#### AIM OF THE EXERCISE:
Write all entries out exactly, images excluded.

* * * *

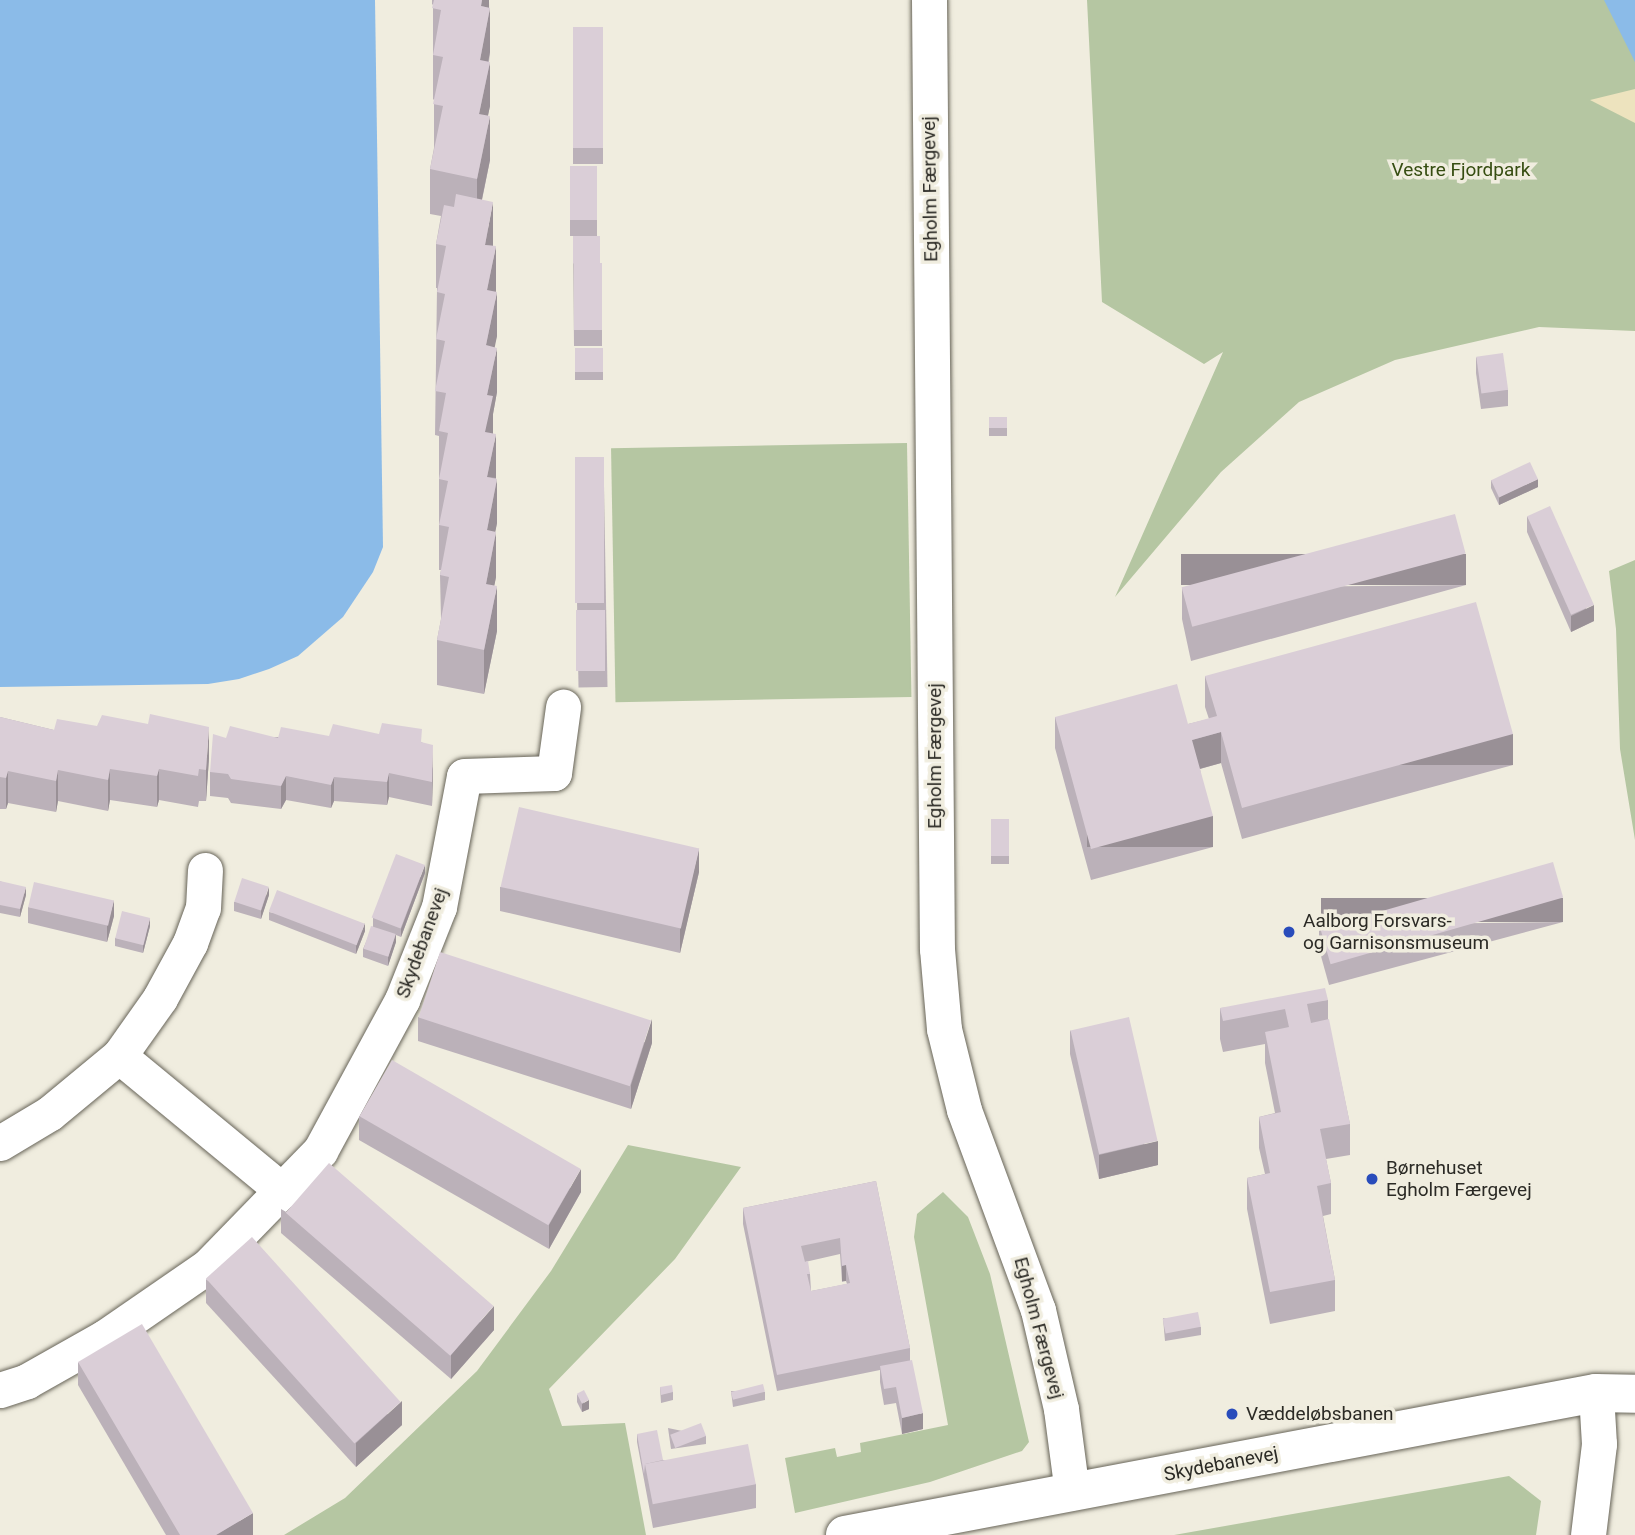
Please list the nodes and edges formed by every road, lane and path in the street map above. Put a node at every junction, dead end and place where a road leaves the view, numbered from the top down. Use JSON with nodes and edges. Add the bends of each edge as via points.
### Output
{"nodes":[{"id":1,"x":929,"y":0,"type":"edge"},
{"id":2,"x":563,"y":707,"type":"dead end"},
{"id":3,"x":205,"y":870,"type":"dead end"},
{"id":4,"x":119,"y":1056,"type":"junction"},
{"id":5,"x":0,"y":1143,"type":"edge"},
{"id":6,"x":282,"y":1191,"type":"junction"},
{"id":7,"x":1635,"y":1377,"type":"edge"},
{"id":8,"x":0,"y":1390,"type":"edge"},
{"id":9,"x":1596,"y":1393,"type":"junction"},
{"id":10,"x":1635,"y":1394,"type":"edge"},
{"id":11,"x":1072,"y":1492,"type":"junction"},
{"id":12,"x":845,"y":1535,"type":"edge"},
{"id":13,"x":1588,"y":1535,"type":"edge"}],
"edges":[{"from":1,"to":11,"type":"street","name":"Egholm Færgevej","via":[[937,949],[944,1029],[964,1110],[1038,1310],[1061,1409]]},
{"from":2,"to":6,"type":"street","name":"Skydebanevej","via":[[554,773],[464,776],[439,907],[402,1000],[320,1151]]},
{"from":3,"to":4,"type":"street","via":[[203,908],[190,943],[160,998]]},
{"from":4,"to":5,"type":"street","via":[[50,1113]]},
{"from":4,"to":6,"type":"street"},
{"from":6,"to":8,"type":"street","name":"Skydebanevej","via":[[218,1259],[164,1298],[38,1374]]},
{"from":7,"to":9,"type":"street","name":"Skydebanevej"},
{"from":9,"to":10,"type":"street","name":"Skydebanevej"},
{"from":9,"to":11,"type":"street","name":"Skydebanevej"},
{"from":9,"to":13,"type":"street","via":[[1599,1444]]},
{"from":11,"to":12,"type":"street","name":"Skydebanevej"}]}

* * * *

#### WRITTEN REPLY:
Please list the nodes and edges formed by every road, lane and path in the street map above. Put a node at every junction, dead end and place where a road leaves the view, numbered from the top down. Use JSON with nodes and edges. Add the bends of each edge as via points.
### Output
{"nodes":[{"id":1,"x":929,"y":0,"type":"edge"},
{"id":2,"x":563,"y":707,"type":"dead end"},
{"id":3,"x":205,"y":870,"type":"dead end"},
{"id":4,"x":119,"y":1056,"type":"junction"},
{"id":5,"x":0,"y":1143,"type":"edge"},
{"id":6,"x":282,"y":1191,"type":"junction"},
{"id":7,"x":1635,"y":1377,"type":"edge"},
{"id":8,"x":0,"y":1390,"type":"edge"},
{"id":9,"x":1596,"y":1393,"type":"junction"},
{"id":10,"x":1635,"y":1394,"type":"edge"},
{"id":11,"x":1072,"y":1492,"type":"junction"},
{"id":12,"x":845,"y":1535,"type":"edge"},
{"id":13,"x":1588,"y":1535,"type":"edge"}],
"edges":[{"from":1,"to":11,"type":"street","name":"Egholm Færgevej","via":[[937,949],[944,1029],[964,1110],[1038,1310],[1061,1409]]},
{"from":2,"to":6,"type":"street","name":"Skydebanevej","via":[[554,773],[464,776],[439,907],[402,1000],[320,1151]]},
{"from":3,"to":4,"type":"street","via":[[203,908],[190,943],[160,998]]},
{"from":4,"to":5,"type":"street","via":[[50,1113]]},
{"from":4,"to":6,"type":"street"},
{"from":6,"to":8,"type":"street","name":"Skydebanevej","via":[[218,1259],[164,1298],[38,1374]]},
{"from":7,"to":9,"type":"street","name":"Skydebanevej"},
{"from":9,"to":10,"type":"street","name":"Skydebanevej"},
{"from":9,"to":11,"type":"street","name":"Skydebanevej"},
{"from":9,"to":13,"type":"street","via":[[1599,1444]]},
{"from":11,"to":12,"type":"street","name":"Skydebanevej"}]}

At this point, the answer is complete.